Scan the records below for the word "nodes". Copy each line where it appears.
[[ Supplied information, beginning ]]
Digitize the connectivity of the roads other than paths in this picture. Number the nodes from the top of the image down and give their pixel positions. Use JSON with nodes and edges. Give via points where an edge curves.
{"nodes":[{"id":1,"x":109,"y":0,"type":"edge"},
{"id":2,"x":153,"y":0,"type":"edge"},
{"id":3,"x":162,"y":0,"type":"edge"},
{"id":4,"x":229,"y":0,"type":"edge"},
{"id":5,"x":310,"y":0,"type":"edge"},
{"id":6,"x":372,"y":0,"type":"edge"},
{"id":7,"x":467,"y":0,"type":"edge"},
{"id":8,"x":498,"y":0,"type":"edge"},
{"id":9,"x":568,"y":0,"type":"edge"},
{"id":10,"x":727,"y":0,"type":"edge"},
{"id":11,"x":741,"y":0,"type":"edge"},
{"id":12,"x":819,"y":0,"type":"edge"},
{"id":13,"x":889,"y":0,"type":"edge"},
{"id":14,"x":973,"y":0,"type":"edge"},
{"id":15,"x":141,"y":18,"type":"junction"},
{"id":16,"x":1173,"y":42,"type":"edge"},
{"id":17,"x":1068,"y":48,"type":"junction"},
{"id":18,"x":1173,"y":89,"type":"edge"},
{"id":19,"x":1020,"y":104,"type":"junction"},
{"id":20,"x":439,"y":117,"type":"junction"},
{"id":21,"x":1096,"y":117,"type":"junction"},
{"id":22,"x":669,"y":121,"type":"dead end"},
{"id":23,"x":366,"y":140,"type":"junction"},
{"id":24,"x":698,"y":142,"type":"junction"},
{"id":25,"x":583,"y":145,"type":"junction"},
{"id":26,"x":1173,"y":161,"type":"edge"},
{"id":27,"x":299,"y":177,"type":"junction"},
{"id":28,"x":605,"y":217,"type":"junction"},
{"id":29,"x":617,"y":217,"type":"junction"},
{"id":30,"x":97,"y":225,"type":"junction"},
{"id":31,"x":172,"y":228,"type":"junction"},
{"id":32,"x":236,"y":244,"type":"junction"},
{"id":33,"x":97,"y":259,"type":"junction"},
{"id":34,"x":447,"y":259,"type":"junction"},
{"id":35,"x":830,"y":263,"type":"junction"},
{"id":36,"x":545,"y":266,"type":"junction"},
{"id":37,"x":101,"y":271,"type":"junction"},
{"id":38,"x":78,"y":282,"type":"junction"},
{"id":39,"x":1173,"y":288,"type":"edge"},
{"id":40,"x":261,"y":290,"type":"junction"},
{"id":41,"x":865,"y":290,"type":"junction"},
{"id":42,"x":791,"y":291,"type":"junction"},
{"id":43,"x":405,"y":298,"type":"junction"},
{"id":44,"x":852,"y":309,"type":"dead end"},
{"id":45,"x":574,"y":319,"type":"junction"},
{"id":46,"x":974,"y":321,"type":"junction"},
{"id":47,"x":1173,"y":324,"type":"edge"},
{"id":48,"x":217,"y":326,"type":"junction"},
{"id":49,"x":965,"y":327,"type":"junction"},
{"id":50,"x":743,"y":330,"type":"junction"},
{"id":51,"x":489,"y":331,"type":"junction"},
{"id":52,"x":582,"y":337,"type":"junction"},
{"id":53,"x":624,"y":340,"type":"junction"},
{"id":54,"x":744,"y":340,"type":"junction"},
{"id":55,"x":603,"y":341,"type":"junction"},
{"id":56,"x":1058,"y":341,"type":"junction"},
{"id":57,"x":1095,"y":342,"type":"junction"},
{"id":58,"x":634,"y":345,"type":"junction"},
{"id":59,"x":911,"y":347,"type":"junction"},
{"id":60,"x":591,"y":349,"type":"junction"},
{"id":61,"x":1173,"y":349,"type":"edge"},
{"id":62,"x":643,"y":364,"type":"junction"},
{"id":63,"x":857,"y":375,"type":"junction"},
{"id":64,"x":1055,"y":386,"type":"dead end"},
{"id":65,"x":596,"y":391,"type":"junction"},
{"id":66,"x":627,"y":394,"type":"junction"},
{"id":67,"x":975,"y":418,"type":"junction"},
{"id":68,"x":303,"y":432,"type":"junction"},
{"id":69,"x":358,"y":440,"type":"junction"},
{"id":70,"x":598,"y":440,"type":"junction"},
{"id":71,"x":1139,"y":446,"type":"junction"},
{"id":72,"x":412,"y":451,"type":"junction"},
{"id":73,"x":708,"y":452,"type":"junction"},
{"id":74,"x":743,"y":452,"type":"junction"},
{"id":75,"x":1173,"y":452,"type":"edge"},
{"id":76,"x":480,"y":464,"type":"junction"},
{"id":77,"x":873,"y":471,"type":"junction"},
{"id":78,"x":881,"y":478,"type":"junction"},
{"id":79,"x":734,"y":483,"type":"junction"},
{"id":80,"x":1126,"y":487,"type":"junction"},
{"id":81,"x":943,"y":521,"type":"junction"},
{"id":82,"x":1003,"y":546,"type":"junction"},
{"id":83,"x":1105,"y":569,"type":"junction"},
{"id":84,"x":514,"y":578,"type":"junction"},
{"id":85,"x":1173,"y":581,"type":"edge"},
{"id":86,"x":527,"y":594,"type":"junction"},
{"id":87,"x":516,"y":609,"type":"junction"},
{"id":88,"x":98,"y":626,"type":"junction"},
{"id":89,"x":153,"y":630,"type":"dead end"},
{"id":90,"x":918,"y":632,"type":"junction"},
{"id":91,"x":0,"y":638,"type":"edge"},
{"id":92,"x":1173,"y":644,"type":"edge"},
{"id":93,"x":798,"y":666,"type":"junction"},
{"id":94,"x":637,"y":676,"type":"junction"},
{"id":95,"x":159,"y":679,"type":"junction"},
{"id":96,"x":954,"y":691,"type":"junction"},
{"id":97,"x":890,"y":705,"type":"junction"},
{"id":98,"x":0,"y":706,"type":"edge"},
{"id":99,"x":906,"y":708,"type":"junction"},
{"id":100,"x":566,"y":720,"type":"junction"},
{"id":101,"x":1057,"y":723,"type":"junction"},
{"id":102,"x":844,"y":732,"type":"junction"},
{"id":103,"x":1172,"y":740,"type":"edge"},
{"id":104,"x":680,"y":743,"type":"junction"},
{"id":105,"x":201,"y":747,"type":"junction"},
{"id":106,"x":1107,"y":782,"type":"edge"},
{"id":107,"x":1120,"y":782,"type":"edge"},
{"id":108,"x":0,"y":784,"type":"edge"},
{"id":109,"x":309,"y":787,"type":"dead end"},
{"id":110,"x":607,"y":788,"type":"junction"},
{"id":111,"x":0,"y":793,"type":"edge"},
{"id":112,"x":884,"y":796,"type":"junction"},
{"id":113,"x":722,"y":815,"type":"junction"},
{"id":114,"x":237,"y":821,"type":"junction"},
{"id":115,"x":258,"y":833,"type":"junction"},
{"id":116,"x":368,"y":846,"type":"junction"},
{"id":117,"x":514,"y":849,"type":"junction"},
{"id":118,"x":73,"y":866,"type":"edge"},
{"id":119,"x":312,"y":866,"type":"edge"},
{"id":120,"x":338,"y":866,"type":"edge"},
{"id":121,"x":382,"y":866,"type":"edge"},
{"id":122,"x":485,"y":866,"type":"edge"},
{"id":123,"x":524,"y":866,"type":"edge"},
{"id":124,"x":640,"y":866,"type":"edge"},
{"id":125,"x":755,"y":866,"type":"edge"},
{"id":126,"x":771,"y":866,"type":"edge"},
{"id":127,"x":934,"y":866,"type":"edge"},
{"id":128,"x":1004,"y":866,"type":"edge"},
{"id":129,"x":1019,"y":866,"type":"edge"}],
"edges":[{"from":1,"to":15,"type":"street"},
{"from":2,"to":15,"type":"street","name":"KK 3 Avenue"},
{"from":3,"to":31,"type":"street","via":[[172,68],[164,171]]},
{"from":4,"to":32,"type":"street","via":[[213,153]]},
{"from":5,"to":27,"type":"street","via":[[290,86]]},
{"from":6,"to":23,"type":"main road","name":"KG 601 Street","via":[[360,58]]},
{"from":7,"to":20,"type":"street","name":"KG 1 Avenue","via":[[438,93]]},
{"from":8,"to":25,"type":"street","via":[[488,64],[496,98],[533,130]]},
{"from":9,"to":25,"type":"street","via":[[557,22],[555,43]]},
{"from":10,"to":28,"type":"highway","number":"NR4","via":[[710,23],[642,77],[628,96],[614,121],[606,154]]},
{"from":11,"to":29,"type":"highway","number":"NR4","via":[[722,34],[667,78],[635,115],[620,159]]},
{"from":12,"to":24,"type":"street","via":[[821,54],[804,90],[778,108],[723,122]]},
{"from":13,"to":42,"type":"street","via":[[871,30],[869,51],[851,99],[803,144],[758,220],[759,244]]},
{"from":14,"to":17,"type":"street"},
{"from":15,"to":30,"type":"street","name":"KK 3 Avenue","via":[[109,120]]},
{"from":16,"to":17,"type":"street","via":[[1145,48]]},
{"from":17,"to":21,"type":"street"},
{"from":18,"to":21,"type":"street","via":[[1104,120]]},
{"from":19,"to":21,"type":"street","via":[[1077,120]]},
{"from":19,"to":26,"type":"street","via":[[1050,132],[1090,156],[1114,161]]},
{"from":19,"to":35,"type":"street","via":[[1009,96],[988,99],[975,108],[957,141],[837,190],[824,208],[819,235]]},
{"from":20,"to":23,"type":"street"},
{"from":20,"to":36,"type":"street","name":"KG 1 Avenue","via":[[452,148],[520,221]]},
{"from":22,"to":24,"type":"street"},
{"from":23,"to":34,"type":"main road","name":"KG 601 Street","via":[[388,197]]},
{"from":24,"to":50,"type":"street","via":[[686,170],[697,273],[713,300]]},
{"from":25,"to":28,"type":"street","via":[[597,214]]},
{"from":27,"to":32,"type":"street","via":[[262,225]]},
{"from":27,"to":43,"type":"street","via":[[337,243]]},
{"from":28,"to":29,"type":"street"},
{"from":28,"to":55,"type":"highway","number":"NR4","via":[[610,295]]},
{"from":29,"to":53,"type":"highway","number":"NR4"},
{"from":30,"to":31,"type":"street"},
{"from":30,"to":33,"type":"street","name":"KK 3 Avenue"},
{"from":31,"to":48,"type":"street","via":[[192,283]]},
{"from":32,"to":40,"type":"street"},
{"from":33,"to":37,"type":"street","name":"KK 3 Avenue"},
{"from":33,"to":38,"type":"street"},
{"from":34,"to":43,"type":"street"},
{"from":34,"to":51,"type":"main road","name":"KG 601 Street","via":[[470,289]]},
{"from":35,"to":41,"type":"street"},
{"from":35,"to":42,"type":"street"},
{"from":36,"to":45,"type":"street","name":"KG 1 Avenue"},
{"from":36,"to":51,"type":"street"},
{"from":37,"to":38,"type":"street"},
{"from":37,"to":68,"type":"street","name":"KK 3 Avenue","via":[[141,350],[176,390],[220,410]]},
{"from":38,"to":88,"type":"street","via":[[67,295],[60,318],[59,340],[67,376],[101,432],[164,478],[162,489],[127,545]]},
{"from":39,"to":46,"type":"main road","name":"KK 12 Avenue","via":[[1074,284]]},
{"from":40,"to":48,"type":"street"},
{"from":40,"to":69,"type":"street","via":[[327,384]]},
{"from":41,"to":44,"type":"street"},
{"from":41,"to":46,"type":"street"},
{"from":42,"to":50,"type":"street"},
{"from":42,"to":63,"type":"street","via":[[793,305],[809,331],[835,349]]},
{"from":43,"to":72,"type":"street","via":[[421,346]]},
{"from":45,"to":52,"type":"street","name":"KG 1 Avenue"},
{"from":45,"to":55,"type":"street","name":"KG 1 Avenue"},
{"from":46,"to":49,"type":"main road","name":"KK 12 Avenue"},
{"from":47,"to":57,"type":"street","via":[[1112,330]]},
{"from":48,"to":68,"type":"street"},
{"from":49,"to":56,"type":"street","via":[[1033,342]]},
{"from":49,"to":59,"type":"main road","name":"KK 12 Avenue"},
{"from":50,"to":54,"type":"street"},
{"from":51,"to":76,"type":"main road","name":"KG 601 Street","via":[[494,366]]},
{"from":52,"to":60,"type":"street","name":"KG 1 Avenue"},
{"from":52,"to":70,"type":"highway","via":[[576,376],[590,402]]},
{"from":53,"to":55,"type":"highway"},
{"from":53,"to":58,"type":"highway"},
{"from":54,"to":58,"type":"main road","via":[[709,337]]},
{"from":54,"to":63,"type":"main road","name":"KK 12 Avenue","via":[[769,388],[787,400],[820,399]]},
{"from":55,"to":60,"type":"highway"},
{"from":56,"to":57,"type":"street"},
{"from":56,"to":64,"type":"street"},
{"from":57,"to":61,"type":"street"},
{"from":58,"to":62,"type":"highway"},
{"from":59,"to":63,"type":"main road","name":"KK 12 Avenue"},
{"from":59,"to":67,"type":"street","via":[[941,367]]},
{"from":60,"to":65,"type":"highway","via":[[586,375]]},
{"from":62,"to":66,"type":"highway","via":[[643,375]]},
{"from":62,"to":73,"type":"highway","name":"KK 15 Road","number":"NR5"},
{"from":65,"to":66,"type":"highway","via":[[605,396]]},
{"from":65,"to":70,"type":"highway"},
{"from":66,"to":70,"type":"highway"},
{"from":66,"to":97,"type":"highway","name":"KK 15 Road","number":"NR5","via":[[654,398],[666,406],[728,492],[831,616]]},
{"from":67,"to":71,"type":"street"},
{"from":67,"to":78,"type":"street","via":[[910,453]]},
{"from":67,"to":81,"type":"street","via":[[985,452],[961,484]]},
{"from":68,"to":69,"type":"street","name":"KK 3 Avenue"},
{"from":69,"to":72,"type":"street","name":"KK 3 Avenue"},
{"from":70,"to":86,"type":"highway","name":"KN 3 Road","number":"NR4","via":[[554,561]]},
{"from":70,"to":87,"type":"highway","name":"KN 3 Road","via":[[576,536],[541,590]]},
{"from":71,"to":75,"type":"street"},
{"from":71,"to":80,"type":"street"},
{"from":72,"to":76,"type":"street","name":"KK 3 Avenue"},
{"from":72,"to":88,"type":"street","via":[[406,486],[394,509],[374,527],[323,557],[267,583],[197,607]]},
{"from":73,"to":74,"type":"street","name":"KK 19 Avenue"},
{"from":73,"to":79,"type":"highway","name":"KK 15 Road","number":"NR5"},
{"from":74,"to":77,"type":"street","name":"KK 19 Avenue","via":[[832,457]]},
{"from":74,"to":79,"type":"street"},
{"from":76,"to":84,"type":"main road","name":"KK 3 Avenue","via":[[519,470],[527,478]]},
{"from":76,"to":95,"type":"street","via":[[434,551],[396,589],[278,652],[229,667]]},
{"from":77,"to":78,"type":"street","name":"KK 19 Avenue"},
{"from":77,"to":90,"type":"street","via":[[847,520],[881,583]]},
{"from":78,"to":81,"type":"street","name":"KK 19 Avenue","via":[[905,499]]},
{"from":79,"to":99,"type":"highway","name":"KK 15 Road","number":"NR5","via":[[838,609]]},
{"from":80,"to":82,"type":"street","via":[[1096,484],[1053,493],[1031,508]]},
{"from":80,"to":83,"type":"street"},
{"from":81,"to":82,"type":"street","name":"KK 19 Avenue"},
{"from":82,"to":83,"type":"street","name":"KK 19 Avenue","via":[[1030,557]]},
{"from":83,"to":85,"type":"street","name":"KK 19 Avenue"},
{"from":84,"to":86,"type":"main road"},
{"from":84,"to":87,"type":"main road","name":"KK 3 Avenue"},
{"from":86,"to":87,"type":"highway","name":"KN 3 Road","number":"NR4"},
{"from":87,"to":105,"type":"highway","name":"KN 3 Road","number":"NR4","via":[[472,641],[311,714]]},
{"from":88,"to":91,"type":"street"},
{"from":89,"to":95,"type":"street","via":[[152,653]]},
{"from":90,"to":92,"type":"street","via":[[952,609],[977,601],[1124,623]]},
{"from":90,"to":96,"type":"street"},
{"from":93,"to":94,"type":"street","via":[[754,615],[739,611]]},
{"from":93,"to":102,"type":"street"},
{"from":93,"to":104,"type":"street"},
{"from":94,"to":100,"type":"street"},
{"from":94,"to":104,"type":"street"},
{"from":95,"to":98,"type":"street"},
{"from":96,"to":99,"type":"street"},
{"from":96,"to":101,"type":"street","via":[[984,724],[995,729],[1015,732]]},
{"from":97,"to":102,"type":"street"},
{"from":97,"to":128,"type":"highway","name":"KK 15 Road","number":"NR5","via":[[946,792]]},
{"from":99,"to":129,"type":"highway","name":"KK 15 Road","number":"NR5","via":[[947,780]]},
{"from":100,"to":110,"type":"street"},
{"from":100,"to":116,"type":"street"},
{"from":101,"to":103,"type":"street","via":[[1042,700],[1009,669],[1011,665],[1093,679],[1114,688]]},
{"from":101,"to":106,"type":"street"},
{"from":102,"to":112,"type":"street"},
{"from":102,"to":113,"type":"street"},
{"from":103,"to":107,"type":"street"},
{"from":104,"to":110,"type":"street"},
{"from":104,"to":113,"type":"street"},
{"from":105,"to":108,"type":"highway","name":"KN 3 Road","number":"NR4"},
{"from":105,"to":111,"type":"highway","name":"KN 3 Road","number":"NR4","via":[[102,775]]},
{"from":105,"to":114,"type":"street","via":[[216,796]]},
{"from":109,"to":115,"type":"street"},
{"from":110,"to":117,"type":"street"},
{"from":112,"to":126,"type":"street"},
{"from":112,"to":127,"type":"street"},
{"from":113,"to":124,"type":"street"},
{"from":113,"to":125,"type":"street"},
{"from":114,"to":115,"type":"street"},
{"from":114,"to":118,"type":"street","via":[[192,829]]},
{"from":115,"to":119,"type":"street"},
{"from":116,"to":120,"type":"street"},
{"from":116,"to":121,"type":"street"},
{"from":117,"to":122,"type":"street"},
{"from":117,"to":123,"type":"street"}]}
[[ Supplied information, end ]]
Solved problem:
Digitize the connectivity of the roads other than paths in this picture. Number the nodes from the top of the image down and give their pixel positions. Use JSON with nodes and edges. Give via points where an edge curves.
{"nodes":[{"id":1,"x":109,"y":0,"type":"edge"},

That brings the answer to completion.